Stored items
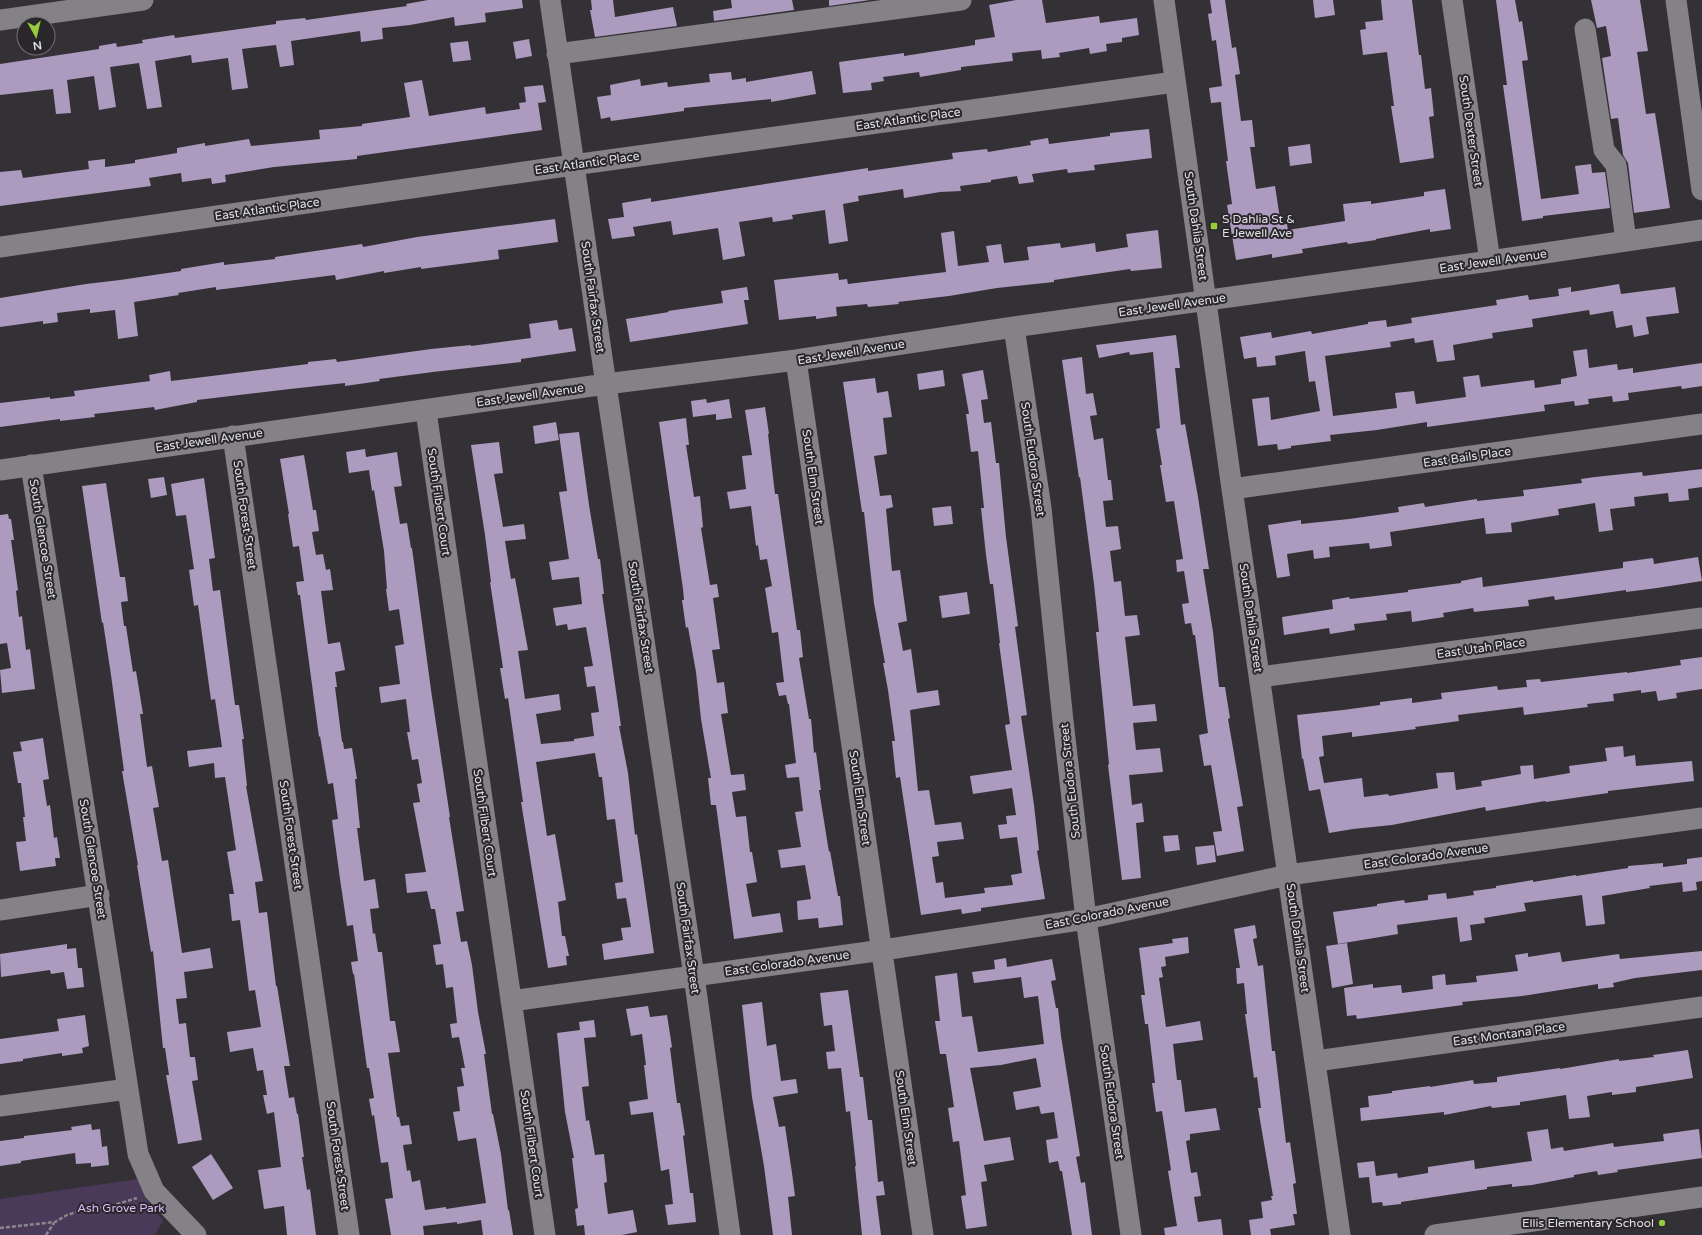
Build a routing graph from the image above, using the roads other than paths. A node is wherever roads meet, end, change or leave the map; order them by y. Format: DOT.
graph roads {
  1 [pos="143,0"];
  2 [pos="550,0"];
  3 [pos="961,0"];
  4 [pos="1164,0"];
  5 [pos="1452,0"];
  6 [pos="1676,0"];
  7 [pos="41,7"];
  8 [pos="0,20"];
  9 [pos="1585,29"];
  10 [pos="557,54"];
  11 [pos="1175,82"];
  12 [pos="573,165"];
  13 [pos="1702,190"];
  14 [pos="1702,230"];
  15 [pos="1626,241"];
  16 [pos="0,247"];
  17 [pos="1490,261"];
  18 [pos="1206,300"];
  19 [pos="1014,327"];
  20 [pos="796,360"];
  21 [pos="606,384"];
  22 [pos="426,411"];
  23 [pos="1702,424"];
  24 [pos="233,436"];
  25 [pos="31,465"];
  26 [pos="0,470"];
  27 [pos="1232,489"];
  28 [pos="1702,618"];
  29 [pos="1260,677"];
  30 [pos="1702,818"];
  31 [pos="1288,875"];
  32 [pos="99,895"];
  33 [pos="0,910"];
  34 [pos="1086,919"];
  35 [pos="882,950"];
  36 [pos="694,976"];
  37 [pos="511,1000"];
  38 [pos="1702,1007"];
  39 [pos="1316,1061"];
  40 [pos="128,1089"];
  41 [pos="0,1106"];
  42 [pos="1702,1197"];
  43 [pos="196,1235"];
  44 [pos="349,1235"];
  45 [pos="545,1235"];
  46 [pos="730,1235"];
  47 [pos="923,1235"];
  48 [pos="1131,1235"];
  49 [pos="1340,1235"];
  50 [pos="1435,1235"];
  1 -- 7 [label="street"];
  2 -- 10 [label="street, South Fairfax Street"];
  3 -- 10 [label="street"];
  4 -- 11 [label="street, South Dahlia Street"];
  5 -- 17 [label="street, South Dexter Street"];
  6 -- 13 [label="street"];
  7 -- 8 [label="street"];
  9 -- 15 [label="street"];
  10 -- 12 [label="street, South Fairfax Street"];
  11 -- 12 [label="street, East Atlantic Place"];
  11 -- 18 [label="street, South Dahlia Street"];
  12 -- 16 [label="street, East Atlantic Place"];
  12 -- 21 [label="street, South Fairfax Street"];
  14 -- 15 [label="street, East Jewell Avenue"];
  15 -- 17 [label="street, East Jewell Avenue"];
  17 -- 18 [label="street, East Jewell Avenue"];
  18 -- 19 [label="street, East Jewell Avenue"];
  18 -- 27 [label="street, South Dahlia Street"];
  19 -- 20 [label="street, East Jewell Avenue"];
  19 -- 34 [label="street, South Eudora Street"];
  20 -- 21 [label="street, East Jewell Avenue"];
  20 -- 35 [label="street, South Elm Street"];
  21 -- 22 [label="street, East Jewell Avenue"];
  21 -- 36 [label="street, South Fairfax Street"];
  22 -- 24 [label="street, East Jewell Avenue"];
  22 -- 37 [label="street, South Filbert Court"];
  23 -- 27 [label="street, East Bails Place"];
  24 -- 25 [label="street, East Jewell Avenue"];
  24 -- 44 [label="street, South Forest Street"];
  25 -- 26 [label="street, East Jewell Avenue"];
  25 -- 32 [label="street, South Glencoe Street"];
  27 -- 29 [label="street, South Dahlia Street"];
  28 -- 29 [label="street, East Utah Place"];
  29 -- 31 [label="street, South Dahlia Street"];
  30 -- 31 [label="street, East Colorado Avenue"];
  31 -- 34 [label="street, East Colorado Avenue"];
  31 -- 39 [label="street, South Dahlia Street"];
  32 -- 33 [label="street"];
  32 -- 40 [label="street, South Glencoe Street"];
  34 -- 35 [label="street, East Colorado Avenue"];
  34 -- 48 [label="street, South Eudora Street"];
  35 -- 36 [label="street, East Colorado Avenue"];
  35 -- 47 [label="street, South Elm Street"];
  36 -- 37 [label="street, East Colorado Avenue"];
  36 -- 46 [label="street, South Fairfax Street"];
  37 -- 45 [label="street, South Filbert Court"];
  38 -- 39 [label="street, East Montana Place"];
  39 -- 49 [label="street, South Dahlia Street"];
  40 -- 41 [label="street"];
  40 -- 43 [label="street, South Glencoe Street"];
  42 -- 50 [label="street"];
}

- [Work instructions]:
From the first line to the last, retype the entries above exactly, minus the pictures.

- [Written answer]:
Build a routing graph from the image above, using the roads other than paths. A node is wherever roads meet, end, change or leave the map; order them by y. Format: DOT.
graph roads {
  1 [pos="143,0"];
  2 [pos="550,0"];
  3 [pos="961,0"];
  4 [pos="1164,0"];
  5 [pos="1452,0"];
  6 [pos="1676,0"];
  7 [pos="41,7"];
  8 [pos="0,20"];
  9 [pos="1585,29"];
  10 [pos="557,54"];
  11 [pos="1175,82"];
  12 [pos="573,165"];
  13 [pos="1702,190"];
  14 [pos="1702,230"];
  15 [pos="1626,241"];
  16 [pos="0,247"];
  17 [pos="1490,261"];
  18 [pos="1206,300"];
  19 [pos="1014,327"];
  20 [pos="796,360"];
  21 [pos="606,384"];
  22 [pos="426,411"];
  23 [pos="1702,424"];
  24 [pos="233,436"];
  25 [pos="31,465"];
  26 [pos="0,470"];
  27 [pos="1232,489"];
  28 [pos="1702,618"];
  29 [pos="1260,677"];
  30 [pos="1702,818"];
  31 [pos="1288,875"];
  32 [pos="99,895"];
  33 [pos="0,910"];
  34 [pos="1086,919"];
  35 [pos="882,950"];
  36 [pos="694,976"];
  37 [pos="511,1000"];
  38 [pos="1702,1007"];
  39 [pos="1316,1061"];
  40 [pos="128,1089"];
  41 [pos="0,1106"];
  42 [pos="1702,1197"];
  43 [pos="196,1235"];
  44 [pos="349,1235"];
  45 [pos="545,1235"];
  46 [pos="730,1235"];
  47 [pos="923,1235"];
  48 [pos="1131,1235"];
  49 [pos="1340,1235"];
  50 [pos="1435,1235"];
  1 -- 7 [label="street"];
  2 -- 10 [label="street, South Fairfax Street"];
  3 -- 10 [label="street"];
  4 -- 11 [label="street, South Dahlia Street"];
  5 -- 17 [label="street, South Dexter Street"];
  6 -- 13 [label="street"];
  7 -- 8 [label="street"];
  9 -- 15 [label="street"];
  10 -- 12 [label="street, South Fairfax Street"];
  11 -- 12 [label="street, East Atlantic Place"];
  11 -- 18 [label="street, South Dahlia Street"];
  12 -- 16 [label="street, East Atlantic Place"];
  12 -- 21 [label="street, South Fairfax Street"];
  14 -- 15 [label="street, East Jewell Avenue"];
  15 -- 17 [label="street, East Jewell Avenue"];
  17 -- 18 [label="street, East Jewell Avenue"];
  18 -- 19 [label="street, East Jewell Avenue"];
  18 -- 27 [label="street, South Dahlia Street"];
  19 -- 20 [label="street, East Jewell Avenue"];
  19 -- 34 [label="street, South Eudora Street"];
  20 -- 21 [label="street, East Jewell Avenue"];
  20 -- 35 [label="street, South Elm Street"];
  21 -- 22 [label="street, East Jewell Avenue"];
  21 -- 36 [label="street, South Fairfax Street"];
  22 -- 24 [label="street, East Jewell Avenue"];
  22 -- 37 [label="street, South Filbert Court"];
  23 -- 27 [label="street, East Bails Place"];
  24 -- 25 [label="street, East Jewell Avenue"];
  24 -- 44 [label="street, South Forest Street"];
  25 -- 26 [label="street, East Jewell Avenue"];
  25 -- 32 [label="street, South Glencoe Street"];
  27 -- 29 [label="street, South Dahlia Street"];
  28 -- 29 [label="street, East Utah Place"];
  29 -- 31 [label="street, South Dahlia Street"];
  30 -- 31 [label="street, East Colorado Avenue"];
  31 -- 34 [label="street, East Colorado Avenue"];
  31 -- 39 [label="street, South Dahlia Street"];
  32 -- 33 [label="street"];
  32 -- 40 [label="street, South Glencoe Street"];
  34 -- 35 [label="street, East Colorado Avenue"];
  34 -- 48 [label="street, South Eudora Street"];
  35 -- 36 [label="street, East Colorado Avenue"];
  35 -- 47 [label="street, South Elm Street"];
  36 -- 37 [label="street, East Colorado Avenue"];
  36 -- 46 [label="street, South Fairfax Street"];
  37 -- 45 [label="street, South Filbert Court"];
  38 -- 39 [label="street, East Montana Place"];
  39 -- 49 [label="street, South Dahlia Street"];
  40 -- 41 [label="street"];
  40 -- 43 [label="street, South Glencoe Street"];
  42 -- 50 [label="street"];
}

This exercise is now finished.